GIOVANNA FANNI

 

Giovanna Fanni nasce a Milano nel 1960. Qui si laurea in architettura al Politecnico di Milano con Sergio Coradeschi ed Alessandro Pittaluga con una tesi sulle utopie urbane e conclude il Biennio di Visual Design alla Scuola Politecnica di Design dove ha come insegnante Bruno Munari. Esercita la libera professione occupandosi di urbanistica e progettazione. Dal 2003 al 2014 è tutor e assistente di Alessandro Pittaluga e docente a contratto presso il Laboratorio di Rappresentazione al Politecnico di Milano, riservando una particolare attenzione all’opera di Le Corbusier. Si avvicina nel 2000 all’Associazione Calligrafica Italiana seguendo corsi di calligrafia e si specializza nei caratteri Onciale, con Ivana Tubaro, e Fraktur, con il calligrafo Luca Barcellona. Comincia a realizzare i suoi lavori su carta utilizzando inchiostri prevalentemente giapponesi come il Pilot Iroshizuku, e carta Arches, Hahnemühle, Saunders, Fabriano. Dalla sua passione coltivata sin dell’infanzia per il materiale di cartoleria deriva la predilezione per i pennini e la loro scelta meticolosa, fra questi Speedball, Mitchell, Nikko G e i Mapping Pen utilizzati nella cartografia. Veri e propri mantra quotidiani in cui parola e immagine si integrano senza fondersi, sulle carte di Giovanna Fanni convergono la sua affinità con l’enigmistica, la classificazione e la catalogazione da una parte, con gli artisti e scrittori a lei da sempre vicini dall’altra. Questi sono Toti Scialoja, Italo Calvino e Gianni Rodari per quanto concerne le scelte testuali, Dino Buzzati, Giovanni Segantini, Saul Steinberg e Tullio Pericoli per ciò che attiene al segno grafico e all’immagine.
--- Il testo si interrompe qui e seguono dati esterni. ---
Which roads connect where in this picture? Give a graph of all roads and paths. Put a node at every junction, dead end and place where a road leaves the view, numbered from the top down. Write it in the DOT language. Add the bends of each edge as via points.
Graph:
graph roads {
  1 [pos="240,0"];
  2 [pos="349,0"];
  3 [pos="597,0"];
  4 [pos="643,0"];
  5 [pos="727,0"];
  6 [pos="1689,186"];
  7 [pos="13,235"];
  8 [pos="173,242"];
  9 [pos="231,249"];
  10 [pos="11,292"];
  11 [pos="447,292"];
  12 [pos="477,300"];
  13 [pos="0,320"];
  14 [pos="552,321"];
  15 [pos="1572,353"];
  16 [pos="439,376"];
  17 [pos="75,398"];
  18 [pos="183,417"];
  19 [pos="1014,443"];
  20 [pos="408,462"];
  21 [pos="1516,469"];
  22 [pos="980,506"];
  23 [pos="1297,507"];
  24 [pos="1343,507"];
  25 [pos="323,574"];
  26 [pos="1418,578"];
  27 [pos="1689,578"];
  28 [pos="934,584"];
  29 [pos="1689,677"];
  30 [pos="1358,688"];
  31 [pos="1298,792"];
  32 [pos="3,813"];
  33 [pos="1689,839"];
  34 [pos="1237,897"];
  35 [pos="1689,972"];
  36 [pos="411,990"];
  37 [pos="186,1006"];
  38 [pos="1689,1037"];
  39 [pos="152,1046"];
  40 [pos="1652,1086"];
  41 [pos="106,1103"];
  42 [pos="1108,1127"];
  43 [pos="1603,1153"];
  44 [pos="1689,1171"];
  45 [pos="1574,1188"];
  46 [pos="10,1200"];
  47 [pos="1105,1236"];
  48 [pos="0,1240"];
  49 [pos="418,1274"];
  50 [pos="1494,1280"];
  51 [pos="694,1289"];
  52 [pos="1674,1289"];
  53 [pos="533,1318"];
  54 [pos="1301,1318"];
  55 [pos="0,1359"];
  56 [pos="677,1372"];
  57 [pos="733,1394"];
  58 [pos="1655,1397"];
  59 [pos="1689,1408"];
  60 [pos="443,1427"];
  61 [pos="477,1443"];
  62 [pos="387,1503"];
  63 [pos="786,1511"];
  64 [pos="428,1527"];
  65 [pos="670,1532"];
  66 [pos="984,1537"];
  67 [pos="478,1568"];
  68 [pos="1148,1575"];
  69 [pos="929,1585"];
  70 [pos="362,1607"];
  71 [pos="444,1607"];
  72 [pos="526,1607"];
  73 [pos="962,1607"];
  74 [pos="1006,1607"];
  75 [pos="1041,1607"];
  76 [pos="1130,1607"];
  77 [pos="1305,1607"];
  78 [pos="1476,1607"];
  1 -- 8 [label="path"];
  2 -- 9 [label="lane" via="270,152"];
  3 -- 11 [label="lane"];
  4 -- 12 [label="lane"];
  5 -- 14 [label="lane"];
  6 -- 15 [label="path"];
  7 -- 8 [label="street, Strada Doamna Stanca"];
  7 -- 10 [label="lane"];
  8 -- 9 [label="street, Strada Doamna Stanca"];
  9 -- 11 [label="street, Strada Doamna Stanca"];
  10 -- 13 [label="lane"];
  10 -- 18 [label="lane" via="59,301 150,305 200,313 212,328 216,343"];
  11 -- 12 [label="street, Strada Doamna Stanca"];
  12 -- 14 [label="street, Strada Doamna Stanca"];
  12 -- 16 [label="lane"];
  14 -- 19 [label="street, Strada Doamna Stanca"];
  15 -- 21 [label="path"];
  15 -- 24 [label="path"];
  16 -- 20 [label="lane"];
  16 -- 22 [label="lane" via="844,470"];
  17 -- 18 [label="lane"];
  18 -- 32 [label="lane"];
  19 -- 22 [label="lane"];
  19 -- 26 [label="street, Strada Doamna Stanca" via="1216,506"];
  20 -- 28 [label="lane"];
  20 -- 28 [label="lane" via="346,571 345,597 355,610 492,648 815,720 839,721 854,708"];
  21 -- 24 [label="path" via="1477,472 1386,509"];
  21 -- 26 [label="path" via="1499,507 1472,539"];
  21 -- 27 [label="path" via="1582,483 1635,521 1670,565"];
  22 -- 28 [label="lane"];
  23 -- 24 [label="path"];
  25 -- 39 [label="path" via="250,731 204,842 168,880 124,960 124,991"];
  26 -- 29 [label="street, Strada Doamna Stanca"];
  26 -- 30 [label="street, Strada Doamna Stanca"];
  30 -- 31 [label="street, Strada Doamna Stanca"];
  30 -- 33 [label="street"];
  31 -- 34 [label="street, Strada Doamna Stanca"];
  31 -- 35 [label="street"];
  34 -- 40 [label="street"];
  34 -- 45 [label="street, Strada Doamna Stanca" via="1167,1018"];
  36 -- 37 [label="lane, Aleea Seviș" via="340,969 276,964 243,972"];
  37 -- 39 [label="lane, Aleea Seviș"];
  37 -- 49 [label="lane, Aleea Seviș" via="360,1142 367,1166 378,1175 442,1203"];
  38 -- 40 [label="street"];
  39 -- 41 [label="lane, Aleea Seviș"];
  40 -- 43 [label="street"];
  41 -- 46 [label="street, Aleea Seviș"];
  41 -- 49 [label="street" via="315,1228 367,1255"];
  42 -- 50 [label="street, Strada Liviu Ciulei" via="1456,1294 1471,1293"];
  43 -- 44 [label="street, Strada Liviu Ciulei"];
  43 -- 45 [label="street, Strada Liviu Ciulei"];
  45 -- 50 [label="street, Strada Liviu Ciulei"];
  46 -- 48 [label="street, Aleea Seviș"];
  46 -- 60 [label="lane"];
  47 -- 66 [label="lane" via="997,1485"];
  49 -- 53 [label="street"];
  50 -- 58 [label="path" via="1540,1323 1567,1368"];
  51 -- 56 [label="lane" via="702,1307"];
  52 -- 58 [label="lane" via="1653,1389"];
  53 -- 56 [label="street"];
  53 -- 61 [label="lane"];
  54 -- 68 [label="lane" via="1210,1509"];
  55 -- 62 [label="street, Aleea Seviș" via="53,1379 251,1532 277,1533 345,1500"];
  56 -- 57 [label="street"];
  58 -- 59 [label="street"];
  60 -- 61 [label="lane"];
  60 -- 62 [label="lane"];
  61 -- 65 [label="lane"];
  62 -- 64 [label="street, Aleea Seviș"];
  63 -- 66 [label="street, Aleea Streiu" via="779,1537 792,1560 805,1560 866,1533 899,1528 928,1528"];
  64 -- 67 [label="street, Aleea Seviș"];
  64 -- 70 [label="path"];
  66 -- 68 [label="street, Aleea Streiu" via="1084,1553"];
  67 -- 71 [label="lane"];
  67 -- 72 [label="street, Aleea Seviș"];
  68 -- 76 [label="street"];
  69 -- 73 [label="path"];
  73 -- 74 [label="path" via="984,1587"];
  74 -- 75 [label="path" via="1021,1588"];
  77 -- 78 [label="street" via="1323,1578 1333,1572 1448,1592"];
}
Giovanna Fanni non inventa mai le frasi da utilizzare bensì le sceglie in maniera visivamente logica estrapolandole da motti, filastrocche, citazioni, testi antichi, popolari, letterari, storici o di attualità. Punto di riferimento principale per lei è su tutti il prezioso manoscritto del 1562 “Mira Calligraphiae Monumenta” di Georg Bocskay, calligrafo e segretario di Ferdinando I d’Asburgo. Il volume, oggi conservato al J. Paul Getty Museum di Los Angeles, fu la summa di tutti i modelli calligrafici e della compenetrazione fra calligrafia e illustrazione botanica. Gli inchiostri su carta di Fanni si suddividono in categorie: le piazze, come “Place des Vosges” da “L’Eté” di Albert Camus” o Piazza del Campidoglio con l’incipit del sonetto di Michelangelo a Vittoria Colonna “Non ha l’ottimo artista alcun concetto (…).” Quindi le utopie, con la descrizione de “La città del sole” di Tommaso Campanella, la città fortificata, Palmanova, con il testo in cui Nicolò Provaglio sfida a duello il Governatore Francesco Orsini a Palmanova il 5/10/1626 e Bourtange, con il motto sallustiano delle Sette Province Unite dei Paesi Bassi. Altre categorie importanti sono l’amata montagna con le camminate solitarie, con i riferimenti all’Engadina di Giovanni Segantini e alle Dolomiti di Dino Buzzati, e il labirinto, primo fra tutti quello dell’omonima poesia del Premio Nobel Wisława Szymborska.